L'ultima parola spettava al presidente. E Barack ha deciso di far sapere la verità al popolo, in sintonia con i valori più autentici della Costituzione americana e che il suo predecessore aveva in parte eluso per una causa che, all'indomani dell'11 settembre riteneva prioritaria: la lotta al terrorismo fondamentalista islamico. Obama è stato coerente con le posizioni da lui sostenute in passato. Onore al merito, ma solo a metà; perché contemporaneamente ha assolto i peccatori. Nessuno degli agenti che ha torturato, nessuno degli alti funzionari che hanno preparato i memorandum verrà processato. E questo nonostante il presidente della Commissione giustizia del Senato, il democratico Patrick J. Lehay, abbia subito invocato un'inchiesta indipendente sull'Amministrazione Bush, garantendo l'immunità ai funzionari collaborativi.
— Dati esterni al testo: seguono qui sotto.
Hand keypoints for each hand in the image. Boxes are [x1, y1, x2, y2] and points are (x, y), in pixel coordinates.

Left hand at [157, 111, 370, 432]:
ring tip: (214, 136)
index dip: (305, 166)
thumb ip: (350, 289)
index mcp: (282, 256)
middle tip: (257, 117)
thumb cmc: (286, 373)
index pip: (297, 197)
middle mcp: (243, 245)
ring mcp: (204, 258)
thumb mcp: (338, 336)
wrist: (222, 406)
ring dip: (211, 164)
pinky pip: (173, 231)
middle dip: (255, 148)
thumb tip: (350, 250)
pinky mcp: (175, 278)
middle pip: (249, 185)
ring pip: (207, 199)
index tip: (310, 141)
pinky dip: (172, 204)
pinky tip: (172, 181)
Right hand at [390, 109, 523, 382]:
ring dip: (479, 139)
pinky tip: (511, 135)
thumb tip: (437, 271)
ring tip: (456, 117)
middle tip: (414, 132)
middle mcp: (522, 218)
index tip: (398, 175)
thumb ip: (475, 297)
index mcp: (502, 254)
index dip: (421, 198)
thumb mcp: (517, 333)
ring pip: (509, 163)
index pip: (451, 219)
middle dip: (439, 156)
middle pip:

Insomma, una grande operazione-verità che avrebbe permesso di individuare i responsabili di grado più elevato, come i ministri e probabilmente lo stesso Bush.
Obama non ha osato tanto. «Condanno con forza questo oscuro e doloroso capitolo della nostra storia», ha dichiarato ieri, promettendo che queste tecniche di interrogatorio non verranno usate mia più, ma ha ribadito la sua ostilità a passi ulteriori «perché non si otterrebbe nulla spendendo tempo ed energia cercando chi biasimare per le colpe del passato».
La frase è confezionata bene, ma non è del tutto sincera. In realtà Obama ha dovuto piegarsi alle pressioni delle lobby, come già accaduto con le banche e l'industria delle armi; ora ha ceduto a un altro establishment, molto influente, quello legato alla Sicurezza nazionale. D'altronde nella storia recente, nessun presidente americano ha indagato su un predecessore per quanti errori possa aver commesso. È una regola non scritta che serve a salvaguardare la credibilità dell'istituzione e a garantire l'incolumità dei «comandanti in capo». Obama si è adeguato, sebbene condendosi la libertà, questa sì inconsueta, di far sapere. In quelle cartelle vengono elencate quattordici forme di tortura, tra cui detenuti sbattuti violentemente con la testa contro i muri o investiti a lungo da getti di acqua ghiacciata e costretti a rimanere nudi in mezzo agli altri, denutriti. Già, perché il rancio, nelle prigioni segrete all'estero, era di meno di mille chilocalorie al giorno. Senza assistenza medica, né legale e sovente, perlomeno a Guantanamo, senza colpe. La maggior parte dei detenuti è risultata innocente.